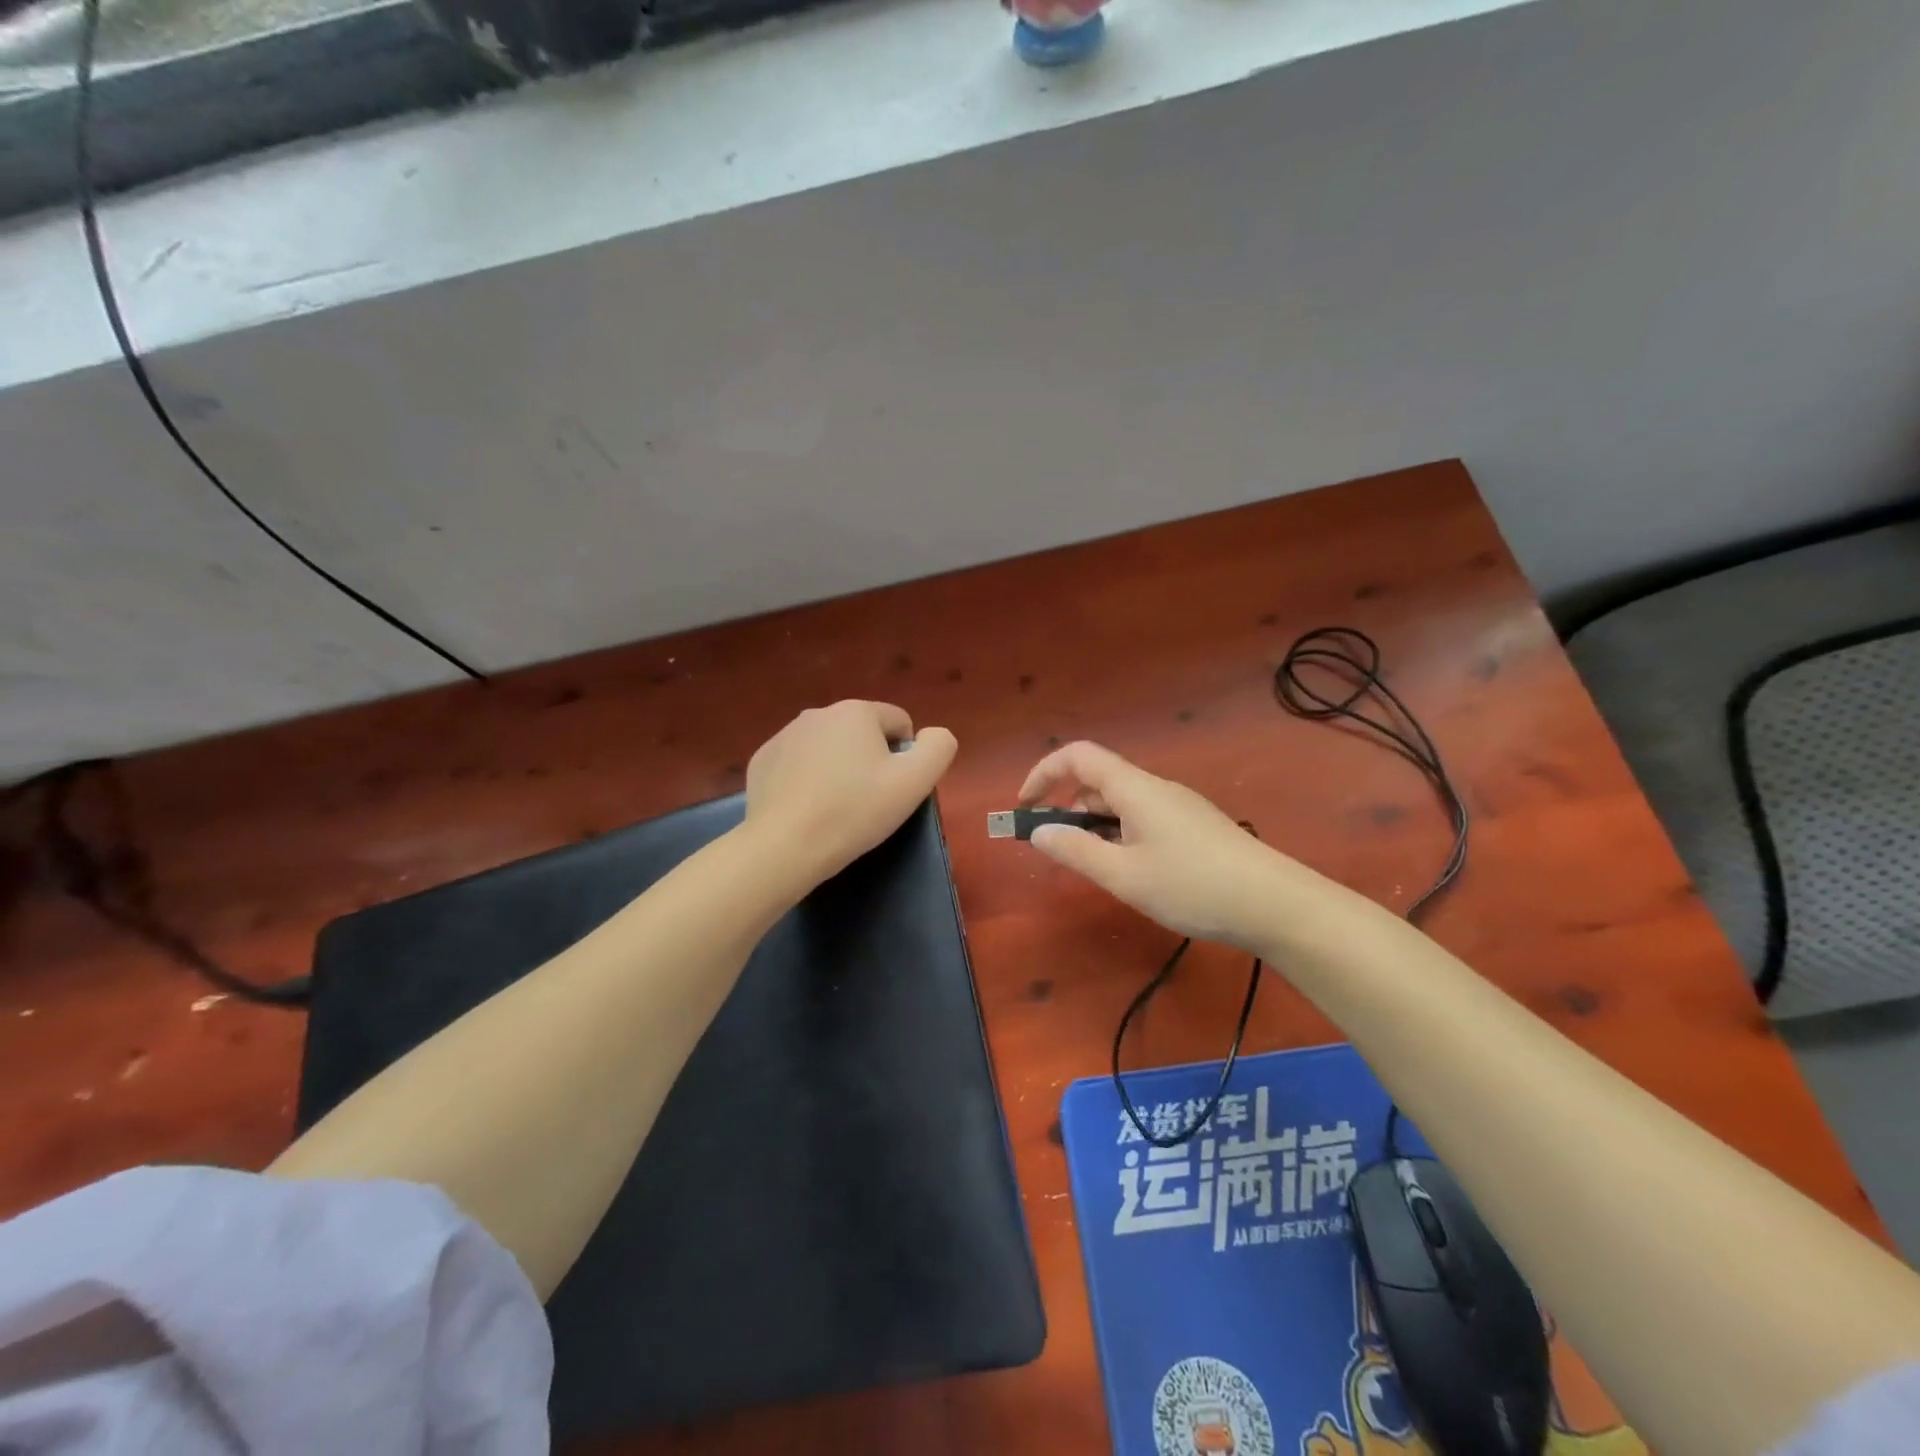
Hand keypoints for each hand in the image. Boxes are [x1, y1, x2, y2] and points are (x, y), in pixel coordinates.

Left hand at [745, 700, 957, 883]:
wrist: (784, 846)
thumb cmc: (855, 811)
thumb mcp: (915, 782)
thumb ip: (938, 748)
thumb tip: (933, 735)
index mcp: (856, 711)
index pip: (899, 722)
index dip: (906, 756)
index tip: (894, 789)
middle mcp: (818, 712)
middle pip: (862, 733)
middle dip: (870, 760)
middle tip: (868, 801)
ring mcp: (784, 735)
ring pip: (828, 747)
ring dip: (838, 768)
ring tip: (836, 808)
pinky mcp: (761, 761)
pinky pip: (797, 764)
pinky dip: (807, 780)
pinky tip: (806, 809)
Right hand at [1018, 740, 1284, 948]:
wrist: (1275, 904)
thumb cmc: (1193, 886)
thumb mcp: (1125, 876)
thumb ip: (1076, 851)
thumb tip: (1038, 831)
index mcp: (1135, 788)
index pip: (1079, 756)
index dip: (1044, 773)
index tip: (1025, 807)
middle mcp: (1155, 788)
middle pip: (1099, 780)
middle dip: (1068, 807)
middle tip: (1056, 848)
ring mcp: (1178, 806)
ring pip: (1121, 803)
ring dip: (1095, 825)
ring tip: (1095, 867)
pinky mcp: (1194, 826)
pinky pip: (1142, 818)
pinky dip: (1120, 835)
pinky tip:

========================================

## TASK DESCRIPTION
Your answer should be the lines from the one containing "wrist: (784, 846)" through the last line of the records, repeated exactly and with nothing added.

## RESPONSE AREA
wrist: (784, 846)
thumb cmc: (855, 811)
thumb mcp: (915, 782)
thumb ip: (938, 748)
thumb tip: (933, 735)
index mcp: (856, 711)
index pip: (899, 722)
index dip: (906, 756)
index tip: (894, 789)
middle mcp: (818, 712)
middle pip: (862, 733)
middle dip: (870, 760)
middle tip: (868, 801)
ring mcp: (784, 735)
ring pip: (828, 747)
ring dip: (838, 768)
ring tip: (836, 808)
pinky mcp: (761, 761)
pinky pip: (797, 764)
pinky dip: (807, 780)
pinky tip: (806, 809)
Right hand at [1018, 740, 1284, 948]:
wrist: (1275, 904)
thumb cmc: (1193, 886)
thumb mcp: (1125, 876)
thumb ip: (1076, 851)
thumb tip: (1038, 831)
index mcp: (1135, 788)
index pip: (1079, 756)
index dip: (1044, 773)
index tip: (1025, 807)
middle mcp: (1155, 788)
middle pip: (1099, 780)
middle dip: (1068, 807)
middle tip: (1056, 848)
ring mcp: (1178, 806)
ring pip: (1121, 803)
ring dip: (1095, 825)
ring tip: (1095, 867)
pinky mcp: (1194, 826)
pinky pip: (1142, 818)
pinky dip: (1120, 835)
pinky tip:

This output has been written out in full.